## REQUIRED ACTION
Find every line of the data below that has "numbered" in it. Reply with the number only.

## ENTRIES PROVIDED
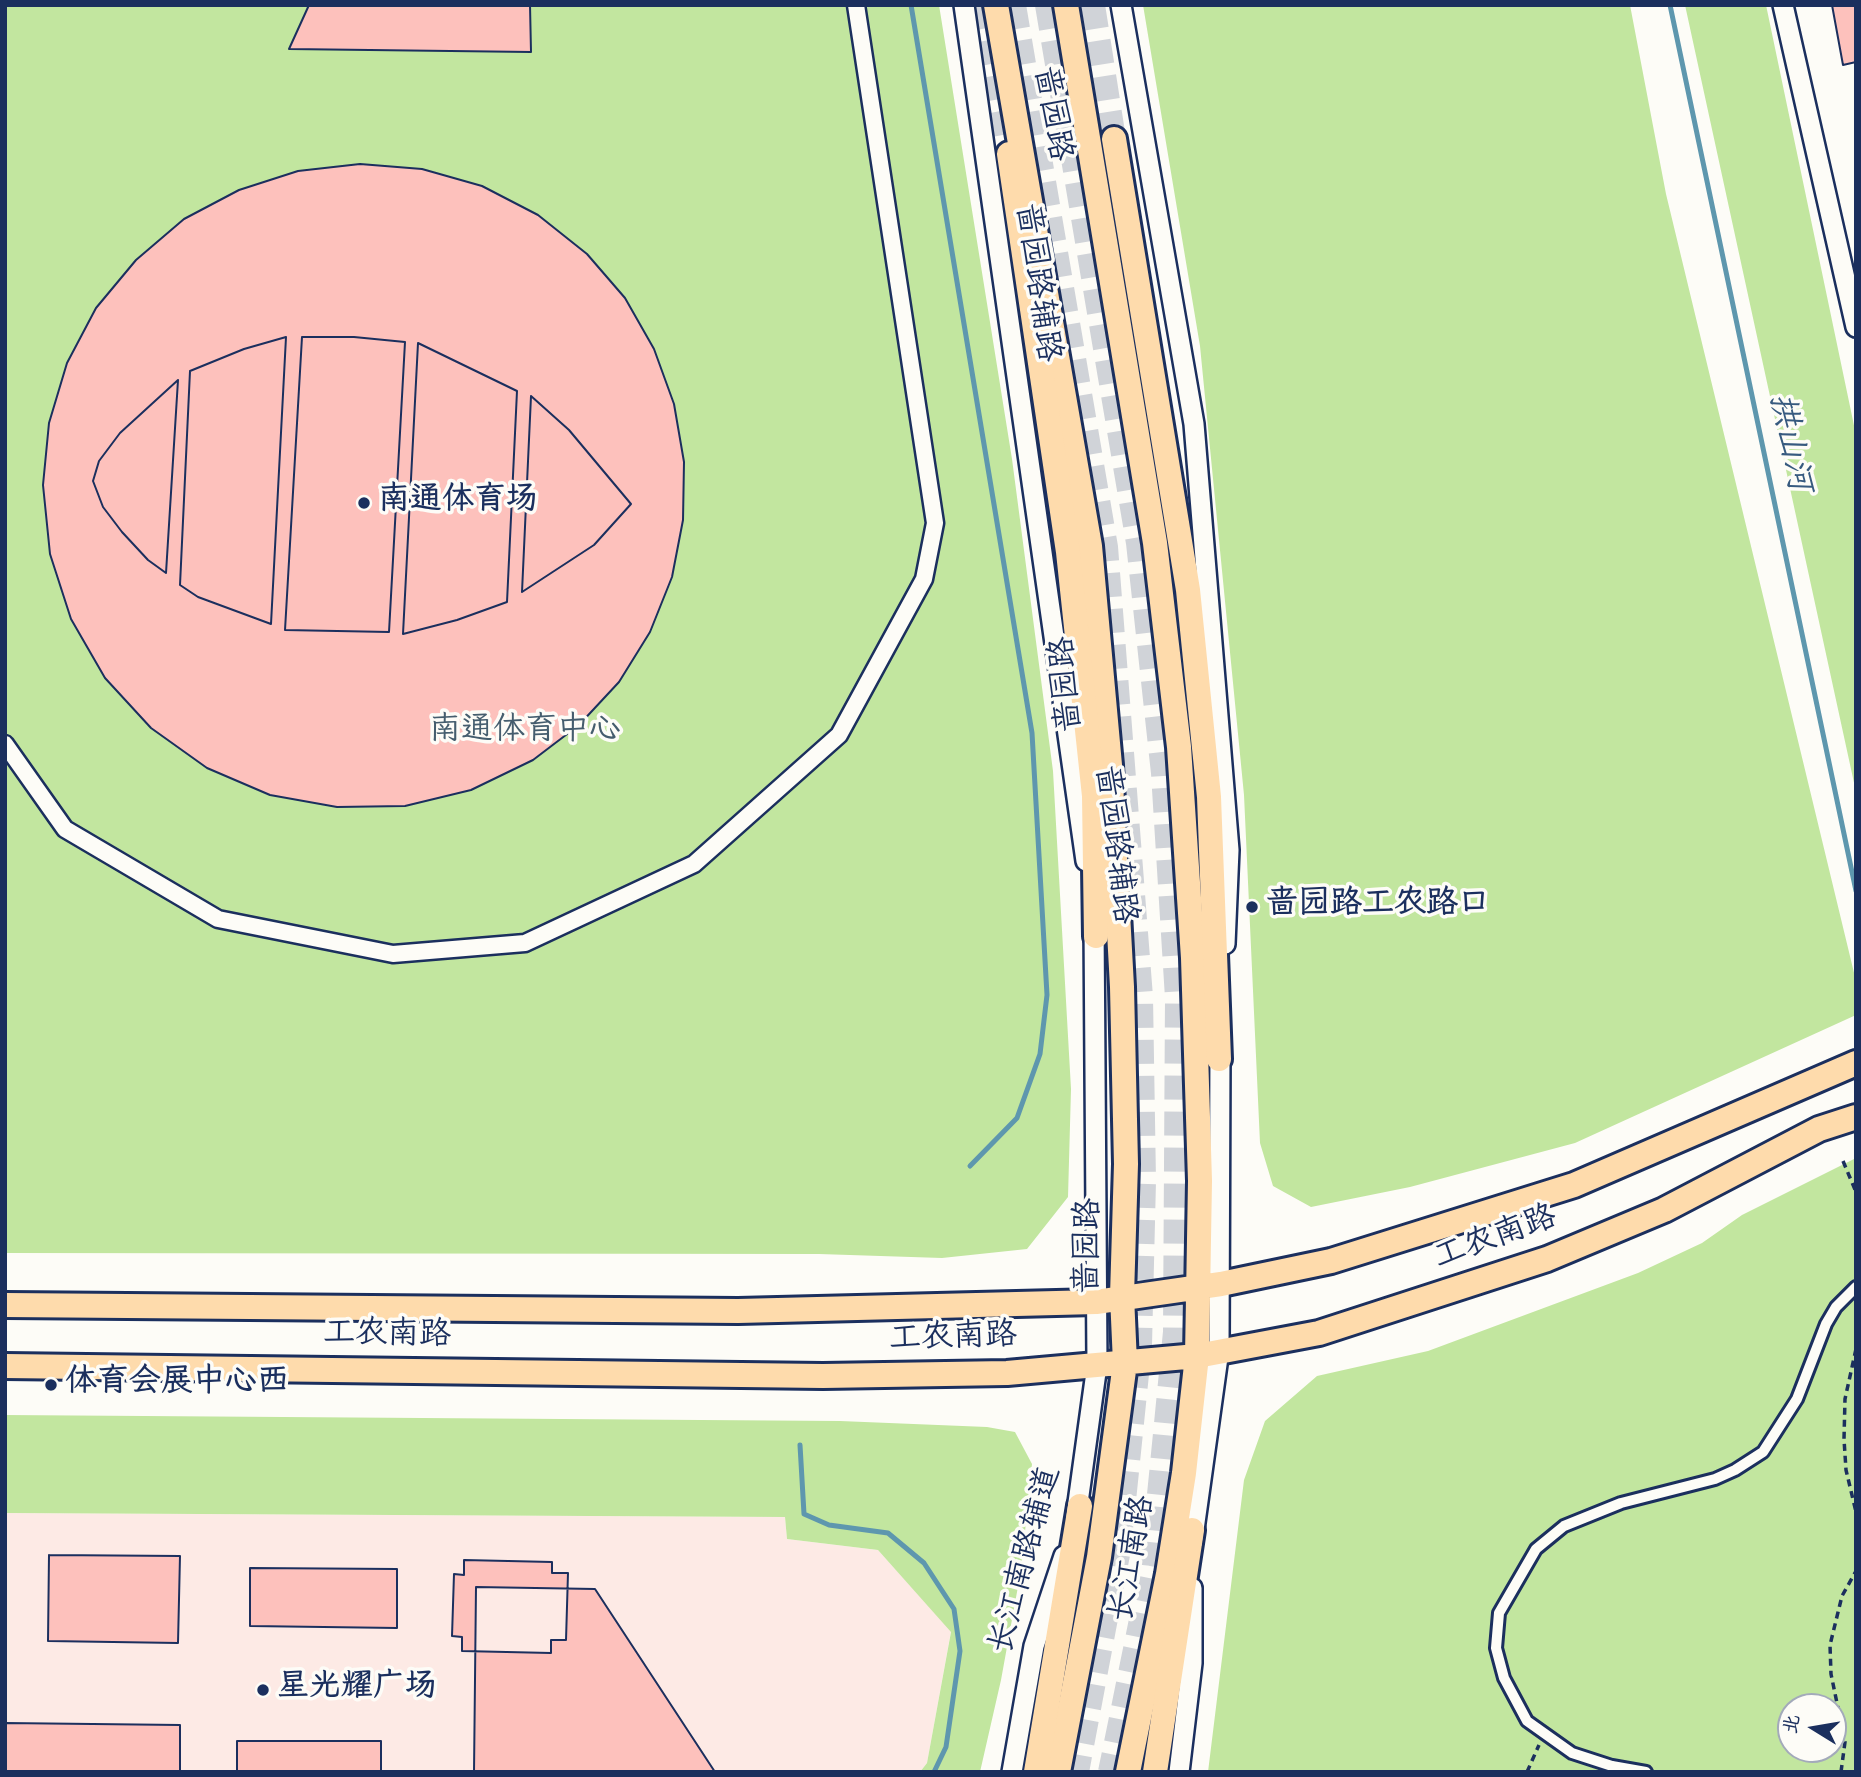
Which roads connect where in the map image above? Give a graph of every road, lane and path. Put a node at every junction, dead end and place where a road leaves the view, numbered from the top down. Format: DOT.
--
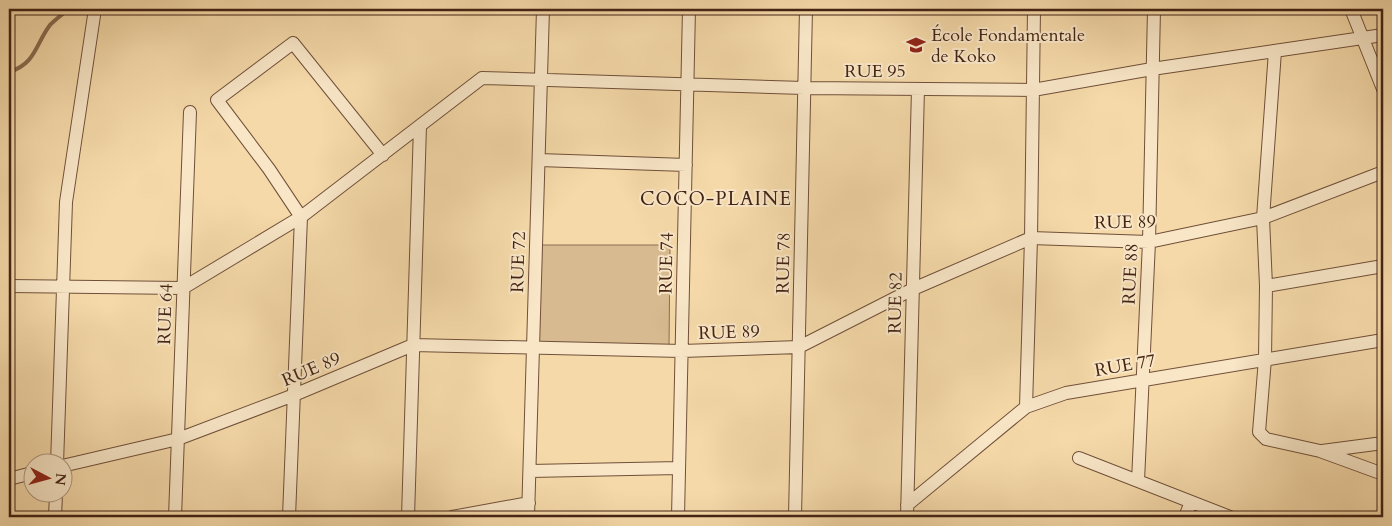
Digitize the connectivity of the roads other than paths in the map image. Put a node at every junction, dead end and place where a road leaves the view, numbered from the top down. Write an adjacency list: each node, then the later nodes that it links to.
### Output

## SOLVED EXERCISE
2